While having him closer to you would be much easier for you, it does open up another can of worms since he would now have to qualify for medicaid in another state. It might also his SSI amount since what is covered by medicare and medicaid varies greatly by state. Do get yourself or another sibling if you have one, added to any bank accounts. Also look into power of attorney (voids upon death) and power of health. They are forms that most hospitals and homes will want a copy of. Then if you have to sign anything for him you sign your name and either power of attorney after it, or power of health. I actually bought a large, plastic according file for my sister and my self in which we keep all legal items and death certificates. Even though it’s been 8 years since my last parent died we are still cleaning up things and need the file. I bring my file any time we are working on closing something so that I have any paperwork that they might ask for.

Sorry, I’ve been away from the keyboard for a little bit (snow, work and getting ready for my next class). Thank you, everyone, for your replies. apparently, my brother was taking the wrong amounts of his medications which was causing most of his issues. He is living at his roommate’s ex-wife’s house… She has called us several times to talk about my B. The last conversation was that she noticed him taking too many pills. She got him sorted out, on a pill regimen and he can now take care of himself, walk, and stand without falling over. She is okay with him staying there. I might have a business trip to California next month and will make an effort to drive the 2 hours to see him. I haven’t spoken to him yet, he broke his phone and hasn’t had it replaced. Plus, when we talk to the landlady, she says he is sleeping on the couch- something that sounds very familiar. It does sound a little sketchy, but I am not his keeper. (and don’t want to be).

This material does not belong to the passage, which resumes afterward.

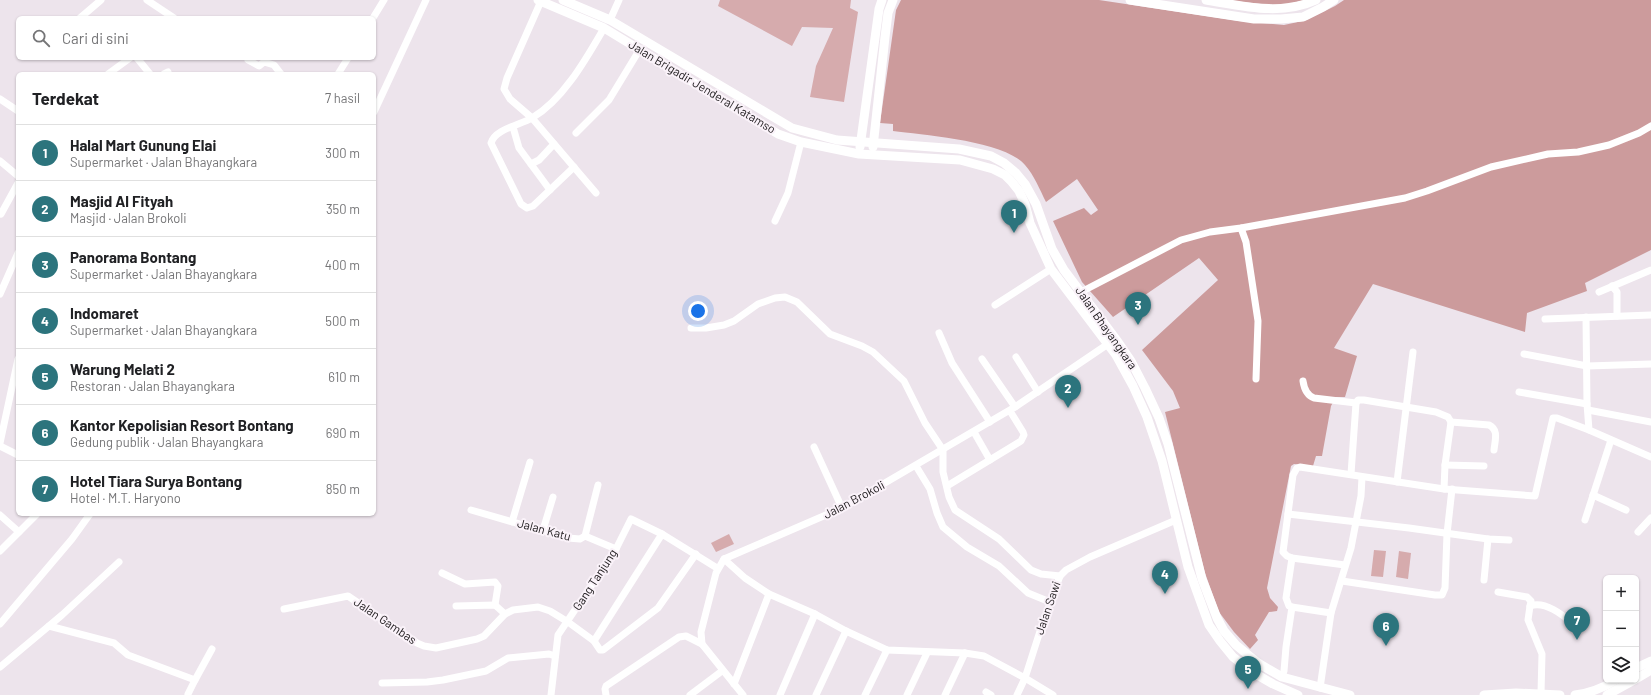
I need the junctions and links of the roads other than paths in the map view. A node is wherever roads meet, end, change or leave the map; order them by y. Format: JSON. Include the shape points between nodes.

@GloriaVaughn - thank you for the links. I think I have a little time to get a game plan going. I do have a sister who lives 2 hours from our B, but she will not make any effort to help. Most of it is selfishness, the other part is her own (overinflated) medical issues). It is not worth talking to her about it. I mention her visiting B, she tells me she can’t- she’s too stressed… :{

My goal is for him to stay in California. He would love it if I offered him a place to stay with us. That is NOT going to happen. He made his bed, he can sleep in it. If I don’t talk to him before my trip, I may just have APS stop in and see him, just in case. He was supposed to come out for Xmas and that was when I was going to have him add me to his bank account and get the power of attorney forms signed. I may do that when I go out next month.

thank you again, I appreciate the help.